What you will do:
Find every line in the records below that holds the word "Jarbas", and copy each one.

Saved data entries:
----------
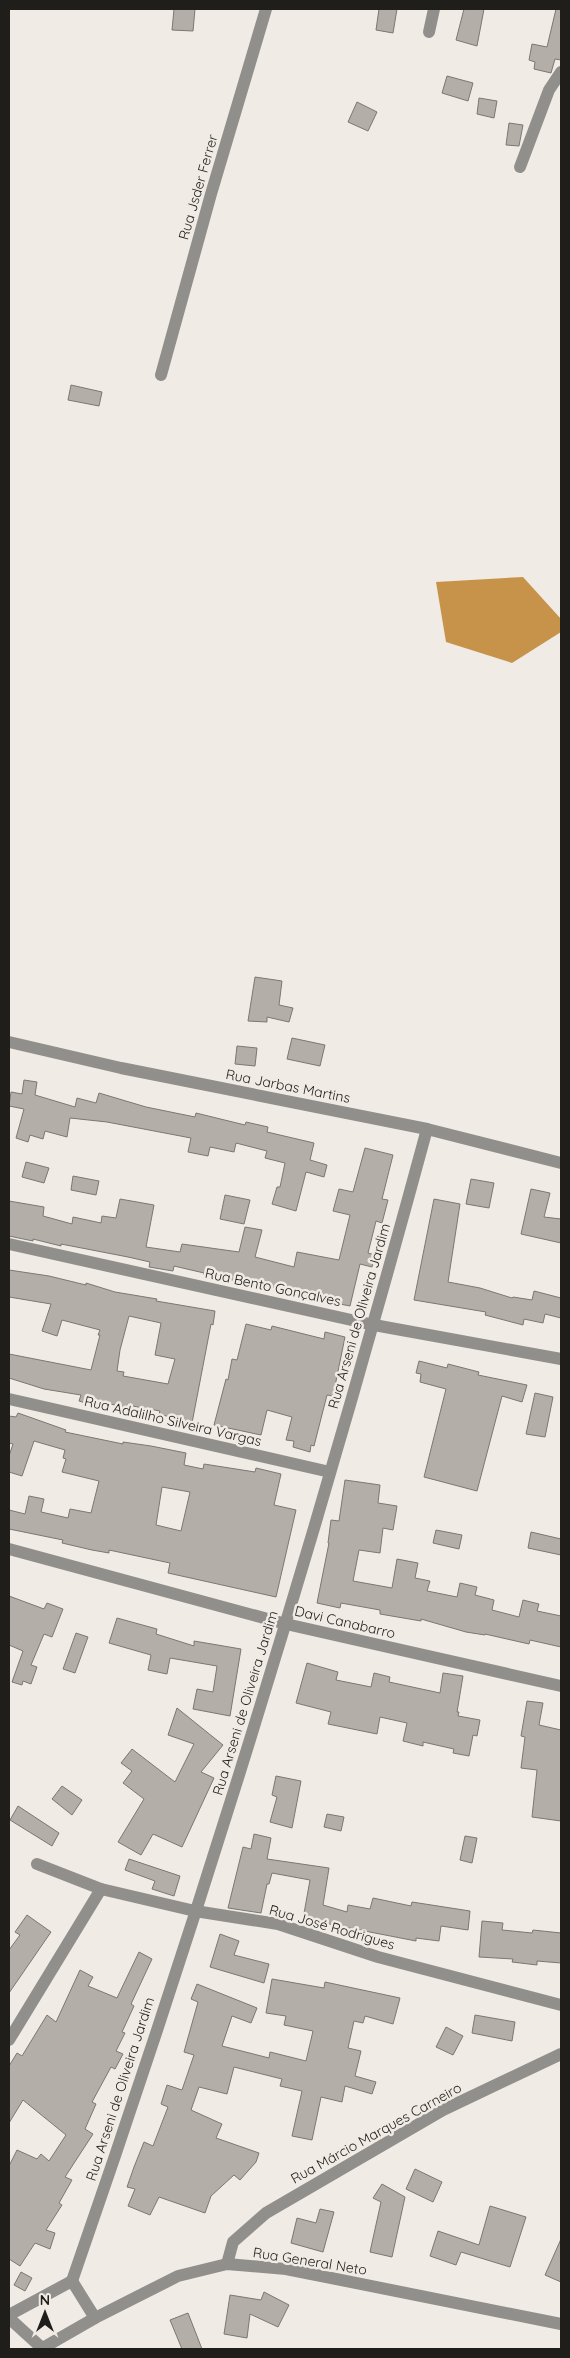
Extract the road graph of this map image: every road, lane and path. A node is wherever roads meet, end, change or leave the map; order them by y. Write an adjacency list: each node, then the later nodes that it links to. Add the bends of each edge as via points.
1 (266, 9): 6 (street, Rua Jsder Ferrer)
2 (434, 9): 3 (street)
3 (430, 32)
4 (561, 72): 5 (street, via 549,90)
5 (520, 168)
6 (161, 375)
7 (9, 1042): 8 (street, Rua Jarbas Martins, via 131,1070)
8 (427, 1129): 9 (street, Rua Jarbas Martins); 11 (street, Rua Arseni de Oliveira Jardim)
9 (561, 1162)
10 (9, 1244): 11 (street, Rua Bento Gonçalves)
11 (374, 1324): 12 (street, Rua Bento Gonçalves); 14 (street, Rua Arseni de Oliveira Jardim)
12 (561, 1358)
13 (9, 1399): 14 (street, Rua Adalilho Silveira Vargas)
14 (330, 1472): 16 (street, Rua Arseni de Oliveira Jardim)
15 (9, 1549): 16 (street, Davi Canabarro)
16 (286, 1624): 17 (street, Davi Canabarro); 20 (street, Rua Arseni de Oliveira Jardim)
17 (561, 1686)
18 (37, 1864): 19 (street, Rua José Rodrigues)
19 (101, 1888): 20 (street, Rua José Rodrigues); 22 (street)
20 (195, 1911): 21 (street, Rua José Rodrigues, via 278,1924 378,1957); 25 (street, Rua Arseni de Oliveira Jardim)
21 (561, 2005)
22 (9, 2040)
23 (561, 2054): 24 (street, Rua Márcio Marques Carneiro, via 443,2110 266,2213 233,2242)
24 (226, 2264): 27 (street, Rua General Neto, via 178,2276); 28 (street, Rua General Neto, via 286,2270)
25 (72, 2281): 26 (street); 27 (street)
26 (9, 2316): 29 (street)
27 (95, 2318): 29 (street, Rua General Neto)
28 (561, 2324)
29 (42, 2349)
----------
Exercise output:
7 (9, 1042): 8 (street, Rua Jarbas Martins, via 131,1070)
8 (427, 1129): 9 (street, Rua Jarbas Martins); 11 (street, Rua Arseni de Oliveira Jardim)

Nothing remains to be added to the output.